*** Opening WORKING DATA ***
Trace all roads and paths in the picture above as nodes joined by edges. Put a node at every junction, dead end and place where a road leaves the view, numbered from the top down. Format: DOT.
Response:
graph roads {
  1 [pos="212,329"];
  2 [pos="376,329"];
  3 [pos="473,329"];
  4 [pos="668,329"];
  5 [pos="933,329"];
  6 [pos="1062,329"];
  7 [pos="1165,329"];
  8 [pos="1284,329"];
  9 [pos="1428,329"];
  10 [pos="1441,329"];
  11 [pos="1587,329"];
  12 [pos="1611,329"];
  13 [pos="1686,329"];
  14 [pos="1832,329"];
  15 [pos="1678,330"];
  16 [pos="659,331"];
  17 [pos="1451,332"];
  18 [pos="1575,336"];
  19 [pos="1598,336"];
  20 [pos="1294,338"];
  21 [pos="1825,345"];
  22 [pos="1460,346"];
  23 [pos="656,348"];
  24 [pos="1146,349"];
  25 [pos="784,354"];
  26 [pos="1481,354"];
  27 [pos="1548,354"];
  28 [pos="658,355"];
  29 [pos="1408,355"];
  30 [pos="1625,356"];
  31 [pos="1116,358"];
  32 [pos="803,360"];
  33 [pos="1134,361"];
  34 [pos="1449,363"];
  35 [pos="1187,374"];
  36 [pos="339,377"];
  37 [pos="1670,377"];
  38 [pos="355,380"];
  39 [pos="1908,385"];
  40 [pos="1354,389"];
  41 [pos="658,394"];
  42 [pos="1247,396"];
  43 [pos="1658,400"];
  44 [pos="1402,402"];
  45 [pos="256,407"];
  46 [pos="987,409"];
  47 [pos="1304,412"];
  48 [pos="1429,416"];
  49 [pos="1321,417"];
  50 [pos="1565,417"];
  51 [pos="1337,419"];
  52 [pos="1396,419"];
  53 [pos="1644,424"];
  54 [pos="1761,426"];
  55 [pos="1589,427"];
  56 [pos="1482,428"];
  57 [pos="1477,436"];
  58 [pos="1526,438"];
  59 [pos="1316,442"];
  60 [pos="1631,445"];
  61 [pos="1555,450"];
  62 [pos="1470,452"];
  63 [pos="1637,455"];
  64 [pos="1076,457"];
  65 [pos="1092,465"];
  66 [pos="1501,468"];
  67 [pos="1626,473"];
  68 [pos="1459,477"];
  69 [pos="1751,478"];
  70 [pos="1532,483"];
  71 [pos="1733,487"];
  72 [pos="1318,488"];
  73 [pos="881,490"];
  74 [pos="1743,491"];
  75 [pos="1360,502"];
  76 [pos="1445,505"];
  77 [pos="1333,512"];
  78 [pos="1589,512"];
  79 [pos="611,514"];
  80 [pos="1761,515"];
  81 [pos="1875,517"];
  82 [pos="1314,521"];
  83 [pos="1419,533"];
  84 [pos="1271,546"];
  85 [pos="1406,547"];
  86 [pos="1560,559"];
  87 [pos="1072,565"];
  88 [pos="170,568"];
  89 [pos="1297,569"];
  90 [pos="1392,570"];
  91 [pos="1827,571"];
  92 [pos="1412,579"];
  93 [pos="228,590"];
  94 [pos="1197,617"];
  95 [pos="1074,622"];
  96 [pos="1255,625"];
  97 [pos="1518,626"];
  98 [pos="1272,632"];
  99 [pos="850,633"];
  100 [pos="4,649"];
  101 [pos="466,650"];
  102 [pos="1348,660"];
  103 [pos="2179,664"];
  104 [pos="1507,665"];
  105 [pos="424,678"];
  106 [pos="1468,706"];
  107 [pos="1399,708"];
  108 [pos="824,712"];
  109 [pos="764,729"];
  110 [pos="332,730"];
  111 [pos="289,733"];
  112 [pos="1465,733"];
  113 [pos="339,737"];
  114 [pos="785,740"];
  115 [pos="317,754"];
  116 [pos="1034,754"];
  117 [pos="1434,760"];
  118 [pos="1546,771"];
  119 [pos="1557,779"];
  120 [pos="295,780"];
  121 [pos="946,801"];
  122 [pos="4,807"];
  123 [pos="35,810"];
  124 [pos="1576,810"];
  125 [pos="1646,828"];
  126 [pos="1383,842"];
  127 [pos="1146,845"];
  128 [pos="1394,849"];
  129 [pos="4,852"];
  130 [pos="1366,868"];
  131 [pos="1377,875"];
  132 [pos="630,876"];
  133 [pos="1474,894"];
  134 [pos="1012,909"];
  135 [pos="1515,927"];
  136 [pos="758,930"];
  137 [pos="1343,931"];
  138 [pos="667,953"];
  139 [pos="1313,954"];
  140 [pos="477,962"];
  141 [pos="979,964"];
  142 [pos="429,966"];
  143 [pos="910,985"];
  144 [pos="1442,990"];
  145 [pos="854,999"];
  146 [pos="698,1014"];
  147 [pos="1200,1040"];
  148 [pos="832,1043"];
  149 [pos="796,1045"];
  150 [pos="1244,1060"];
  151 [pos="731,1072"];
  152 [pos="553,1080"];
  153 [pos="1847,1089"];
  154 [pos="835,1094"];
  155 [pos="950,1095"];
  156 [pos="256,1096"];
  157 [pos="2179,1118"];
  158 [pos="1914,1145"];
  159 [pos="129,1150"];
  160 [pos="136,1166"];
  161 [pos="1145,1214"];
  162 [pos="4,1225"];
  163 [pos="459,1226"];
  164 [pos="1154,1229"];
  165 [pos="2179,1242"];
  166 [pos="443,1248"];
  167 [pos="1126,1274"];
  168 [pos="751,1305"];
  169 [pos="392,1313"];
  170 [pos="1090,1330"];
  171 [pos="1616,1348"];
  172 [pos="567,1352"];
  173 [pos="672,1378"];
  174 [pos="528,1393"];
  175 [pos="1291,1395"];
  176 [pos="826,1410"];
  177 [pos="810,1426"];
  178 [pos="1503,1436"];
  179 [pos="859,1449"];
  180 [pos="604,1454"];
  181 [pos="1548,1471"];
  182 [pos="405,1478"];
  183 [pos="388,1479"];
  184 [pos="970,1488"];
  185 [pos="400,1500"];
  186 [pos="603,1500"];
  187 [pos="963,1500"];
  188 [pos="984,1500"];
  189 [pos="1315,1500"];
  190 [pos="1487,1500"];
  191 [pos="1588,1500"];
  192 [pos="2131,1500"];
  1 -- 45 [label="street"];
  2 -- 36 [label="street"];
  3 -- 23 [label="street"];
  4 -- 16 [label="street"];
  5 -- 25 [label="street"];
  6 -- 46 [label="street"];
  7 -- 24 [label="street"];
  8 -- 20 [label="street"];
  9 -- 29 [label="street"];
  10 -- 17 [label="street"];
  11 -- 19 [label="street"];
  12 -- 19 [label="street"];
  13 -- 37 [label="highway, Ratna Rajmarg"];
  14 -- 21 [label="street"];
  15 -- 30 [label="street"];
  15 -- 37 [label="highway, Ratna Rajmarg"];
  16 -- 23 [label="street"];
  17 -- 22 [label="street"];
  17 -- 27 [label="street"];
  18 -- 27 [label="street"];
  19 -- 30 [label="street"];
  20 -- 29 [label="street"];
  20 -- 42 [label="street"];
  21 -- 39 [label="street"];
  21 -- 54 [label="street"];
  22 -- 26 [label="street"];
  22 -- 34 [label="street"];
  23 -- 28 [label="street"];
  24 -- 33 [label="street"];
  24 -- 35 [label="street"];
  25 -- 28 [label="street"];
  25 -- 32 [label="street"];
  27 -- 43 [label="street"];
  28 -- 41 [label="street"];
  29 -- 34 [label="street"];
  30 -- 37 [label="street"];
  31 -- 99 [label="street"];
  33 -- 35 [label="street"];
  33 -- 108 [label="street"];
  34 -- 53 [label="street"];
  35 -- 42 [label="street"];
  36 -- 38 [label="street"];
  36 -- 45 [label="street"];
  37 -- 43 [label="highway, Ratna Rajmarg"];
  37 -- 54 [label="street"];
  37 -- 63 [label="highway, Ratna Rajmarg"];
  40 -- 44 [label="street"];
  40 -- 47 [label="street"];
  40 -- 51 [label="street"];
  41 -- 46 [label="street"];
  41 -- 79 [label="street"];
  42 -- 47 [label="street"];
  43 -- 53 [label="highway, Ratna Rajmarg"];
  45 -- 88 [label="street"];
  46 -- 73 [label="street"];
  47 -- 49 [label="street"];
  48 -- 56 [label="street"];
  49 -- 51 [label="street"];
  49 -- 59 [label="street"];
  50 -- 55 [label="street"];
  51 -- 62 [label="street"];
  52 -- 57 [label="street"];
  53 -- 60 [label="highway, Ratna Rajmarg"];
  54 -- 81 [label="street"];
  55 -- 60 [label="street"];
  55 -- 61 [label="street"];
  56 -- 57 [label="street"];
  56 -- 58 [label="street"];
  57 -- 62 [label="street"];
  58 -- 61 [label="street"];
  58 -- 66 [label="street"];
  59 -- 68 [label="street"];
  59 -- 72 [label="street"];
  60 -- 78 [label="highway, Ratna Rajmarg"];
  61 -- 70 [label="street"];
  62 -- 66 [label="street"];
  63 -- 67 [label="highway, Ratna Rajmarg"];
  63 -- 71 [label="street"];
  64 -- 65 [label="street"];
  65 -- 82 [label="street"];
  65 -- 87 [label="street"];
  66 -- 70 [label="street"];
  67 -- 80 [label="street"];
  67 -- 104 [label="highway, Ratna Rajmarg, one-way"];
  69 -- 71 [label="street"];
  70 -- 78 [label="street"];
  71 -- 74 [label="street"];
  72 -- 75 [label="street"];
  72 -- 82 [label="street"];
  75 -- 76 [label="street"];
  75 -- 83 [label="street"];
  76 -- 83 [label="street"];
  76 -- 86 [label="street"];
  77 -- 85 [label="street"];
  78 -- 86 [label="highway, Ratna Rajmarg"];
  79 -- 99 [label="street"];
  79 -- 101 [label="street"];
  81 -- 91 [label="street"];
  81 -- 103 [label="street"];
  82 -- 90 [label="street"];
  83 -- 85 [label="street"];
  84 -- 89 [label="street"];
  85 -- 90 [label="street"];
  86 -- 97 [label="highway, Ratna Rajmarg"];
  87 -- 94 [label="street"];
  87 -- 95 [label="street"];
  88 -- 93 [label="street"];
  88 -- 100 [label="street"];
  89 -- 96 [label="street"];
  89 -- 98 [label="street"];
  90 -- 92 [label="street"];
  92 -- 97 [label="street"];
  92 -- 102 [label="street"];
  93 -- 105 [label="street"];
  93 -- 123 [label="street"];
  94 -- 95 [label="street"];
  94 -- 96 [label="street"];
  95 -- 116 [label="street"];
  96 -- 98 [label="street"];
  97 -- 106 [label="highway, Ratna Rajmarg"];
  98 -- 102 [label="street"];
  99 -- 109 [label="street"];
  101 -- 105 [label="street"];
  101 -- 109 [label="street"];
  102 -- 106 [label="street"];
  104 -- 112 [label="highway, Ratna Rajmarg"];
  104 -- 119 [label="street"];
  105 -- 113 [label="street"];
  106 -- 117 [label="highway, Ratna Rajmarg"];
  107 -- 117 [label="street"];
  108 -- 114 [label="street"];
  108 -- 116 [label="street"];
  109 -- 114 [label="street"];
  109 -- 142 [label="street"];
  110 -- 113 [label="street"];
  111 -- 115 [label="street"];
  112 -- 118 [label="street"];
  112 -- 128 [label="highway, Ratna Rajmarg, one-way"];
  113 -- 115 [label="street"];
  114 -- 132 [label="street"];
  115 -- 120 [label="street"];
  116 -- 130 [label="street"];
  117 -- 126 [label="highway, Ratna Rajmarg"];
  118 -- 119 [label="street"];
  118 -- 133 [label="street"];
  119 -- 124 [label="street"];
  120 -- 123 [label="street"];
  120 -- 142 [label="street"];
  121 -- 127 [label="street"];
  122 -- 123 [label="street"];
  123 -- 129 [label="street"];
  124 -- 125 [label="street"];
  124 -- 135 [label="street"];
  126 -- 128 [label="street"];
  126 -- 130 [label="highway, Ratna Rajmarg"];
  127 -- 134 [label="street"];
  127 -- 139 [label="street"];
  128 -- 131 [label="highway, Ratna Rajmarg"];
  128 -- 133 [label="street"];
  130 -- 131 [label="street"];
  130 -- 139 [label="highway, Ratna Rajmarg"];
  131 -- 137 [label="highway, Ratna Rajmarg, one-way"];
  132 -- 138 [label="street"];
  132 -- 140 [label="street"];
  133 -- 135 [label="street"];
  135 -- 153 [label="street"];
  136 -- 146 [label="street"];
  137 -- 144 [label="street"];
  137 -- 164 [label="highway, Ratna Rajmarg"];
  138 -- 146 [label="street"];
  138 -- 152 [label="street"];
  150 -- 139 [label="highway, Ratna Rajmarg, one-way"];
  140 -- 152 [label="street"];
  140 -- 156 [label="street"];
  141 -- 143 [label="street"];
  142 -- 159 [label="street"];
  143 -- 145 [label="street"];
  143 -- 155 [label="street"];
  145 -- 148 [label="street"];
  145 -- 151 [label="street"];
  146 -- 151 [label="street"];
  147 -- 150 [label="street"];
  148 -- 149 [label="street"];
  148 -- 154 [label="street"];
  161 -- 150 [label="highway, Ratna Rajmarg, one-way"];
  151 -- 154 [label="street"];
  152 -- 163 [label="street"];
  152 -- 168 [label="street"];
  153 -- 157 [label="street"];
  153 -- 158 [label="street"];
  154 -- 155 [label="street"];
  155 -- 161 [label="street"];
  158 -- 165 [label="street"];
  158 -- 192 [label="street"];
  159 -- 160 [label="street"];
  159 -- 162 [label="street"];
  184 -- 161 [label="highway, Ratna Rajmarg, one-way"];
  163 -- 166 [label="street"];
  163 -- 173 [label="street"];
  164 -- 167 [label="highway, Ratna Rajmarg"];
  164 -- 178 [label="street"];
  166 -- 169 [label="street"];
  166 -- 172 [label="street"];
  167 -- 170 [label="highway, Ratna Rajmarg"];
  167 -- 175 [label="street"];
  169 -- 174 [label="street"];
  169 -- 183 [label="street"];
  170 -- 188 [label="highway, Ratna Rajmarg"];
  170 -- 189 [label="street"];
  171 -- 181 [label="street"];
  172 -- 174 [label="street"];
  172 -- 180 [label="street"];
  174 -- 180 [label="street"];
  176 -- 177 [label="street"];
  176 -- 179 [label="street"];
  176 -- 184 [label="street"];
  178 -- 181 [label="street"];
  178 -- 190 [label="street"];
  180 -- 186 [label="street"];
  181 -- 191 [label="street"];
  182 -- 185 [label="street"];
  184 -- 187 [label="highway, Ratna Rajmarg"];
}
*** Closing WORKING DATA ***
### TASK INSTRUCTIONS
The answer must be every line from the records above that contains the word "roads", copied out.

### SOLUTION TO THIS PROBLEM
Trace all roads and paths in the picture above as nodes joined by edges. Put a node at every junction, dead end and place where a road leaves the view, numbered from the top down. Format: DOT.
graph roads {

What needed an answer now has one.